Share your worst Valentine’s Day stories!

Mine goes back more than 20 years, to the long-distance lover whose ardour was cooling after three years together, and who would have saved dumping me until the weekend of Valentine’s Day if I hadn’t insisted on travelling to see him the weekend beforehand (he’d been away for a while, and I was desperately missing him, more fool me). In retrospect he was baiting me to dump him for months – “oh, I couldn’t figure out what to get you for Christmas”. Coward.

The travesty about that was, that for most of the three years we’d been very happy, but I was so shrivelled by the dumping which I had not foreseen that I pretty much blanked all our time together from my memory. I still have an essentially empty three years there. I know intellectually that I was enjoying myself most of that time, but I can’t actually remember hardly any of it. Shame that a particularly passive-aggressive exercise in ending a relationship with a whimper poisoned that whole well for me, but there you go.

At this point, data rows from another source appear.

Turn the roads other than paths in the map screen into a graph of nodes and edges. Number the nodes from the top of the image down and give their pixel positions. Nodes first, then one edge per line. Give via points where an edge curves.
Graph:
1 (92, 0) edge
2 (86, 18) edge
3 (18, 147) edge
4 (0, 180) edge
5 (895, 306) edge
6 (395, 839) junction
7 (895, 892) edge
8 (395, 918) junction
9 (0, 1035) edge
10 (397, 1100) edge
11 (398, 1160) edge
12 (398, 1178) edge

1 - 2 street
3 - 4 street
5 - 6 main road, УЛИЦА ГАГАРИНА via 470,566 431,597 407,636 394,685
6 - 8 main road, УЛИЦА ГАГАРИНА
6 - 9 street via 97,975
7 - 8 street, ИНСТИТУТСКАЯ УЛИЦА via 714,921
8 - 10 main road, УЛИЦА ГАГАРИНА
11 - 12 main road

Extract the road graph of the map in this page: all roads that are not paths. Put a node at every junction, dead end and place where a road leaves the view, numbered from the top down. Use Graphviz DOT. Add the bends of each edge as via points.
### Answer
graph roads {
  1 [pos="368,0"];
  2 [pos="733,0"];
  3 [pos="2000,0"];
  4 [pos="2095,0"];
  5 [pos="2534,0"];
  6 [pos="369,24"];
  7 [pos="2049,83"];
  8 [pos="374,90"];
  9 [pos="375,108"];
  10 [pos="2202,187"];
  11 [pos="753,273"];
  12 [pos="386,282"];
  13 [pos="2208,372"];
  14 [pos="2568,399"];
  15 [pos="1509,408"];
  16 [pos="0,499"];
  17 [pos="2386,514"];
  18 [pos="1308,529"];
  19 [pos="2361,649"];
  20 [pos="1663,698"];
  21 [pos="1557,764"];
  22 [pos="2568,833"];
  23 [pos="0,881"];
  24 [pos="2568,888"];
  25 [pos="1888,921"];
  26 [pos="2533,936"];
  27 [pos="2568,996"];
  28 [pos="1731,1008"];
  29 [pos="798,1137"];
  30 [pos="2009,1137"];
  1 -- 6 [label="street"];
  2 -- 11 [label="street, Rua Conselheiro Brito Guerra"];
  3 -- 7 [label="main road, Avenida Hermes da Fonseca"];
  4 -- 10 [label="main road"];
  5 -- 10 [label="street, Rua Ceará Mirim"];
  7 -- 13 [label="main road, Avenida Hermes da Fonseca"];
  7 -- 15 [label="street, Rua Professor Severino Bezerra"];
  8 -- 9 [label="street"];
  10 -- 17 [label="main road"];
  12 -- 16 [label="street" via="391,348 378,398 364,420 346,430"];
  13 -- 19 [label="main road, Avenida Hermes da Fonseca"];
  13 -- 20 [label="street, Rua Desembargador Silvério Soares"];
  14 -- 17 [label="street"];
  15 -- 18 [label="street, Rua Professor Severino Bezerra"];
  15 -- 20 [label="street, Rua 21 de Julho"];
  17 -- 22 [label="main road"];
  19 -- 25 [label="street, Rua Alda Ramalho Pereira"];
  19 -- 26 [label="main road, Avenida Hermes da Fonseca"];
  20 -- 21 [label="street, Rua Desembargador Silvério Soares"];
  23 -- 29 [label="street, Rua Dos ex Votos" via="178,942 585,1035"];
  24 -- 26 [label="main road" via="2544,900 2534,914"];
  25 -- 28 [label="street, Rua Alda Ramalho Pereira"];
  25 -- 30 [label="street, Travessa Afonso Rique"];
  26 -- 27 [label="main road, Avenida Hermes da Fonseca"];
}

The worst thing: I blamed myself and hated myself for losing him for years. Which was stupid. You can’t make people stay in love with you, and young love often doesn’t survive the diverging emergence of more mature personalities. Shit happens, and eventually you get over it, even if it is all tied up with some stupid consumer holiday that sneaks up on you annually for years afterwards.

I’m happily partnered now for the last 17 years, so in some ways it’s easy for me to say that VDay shouldn’t be a big deal, but honestly: don’t make it a big deal. Don’t let the myth that feeds the consumer machine grind you down.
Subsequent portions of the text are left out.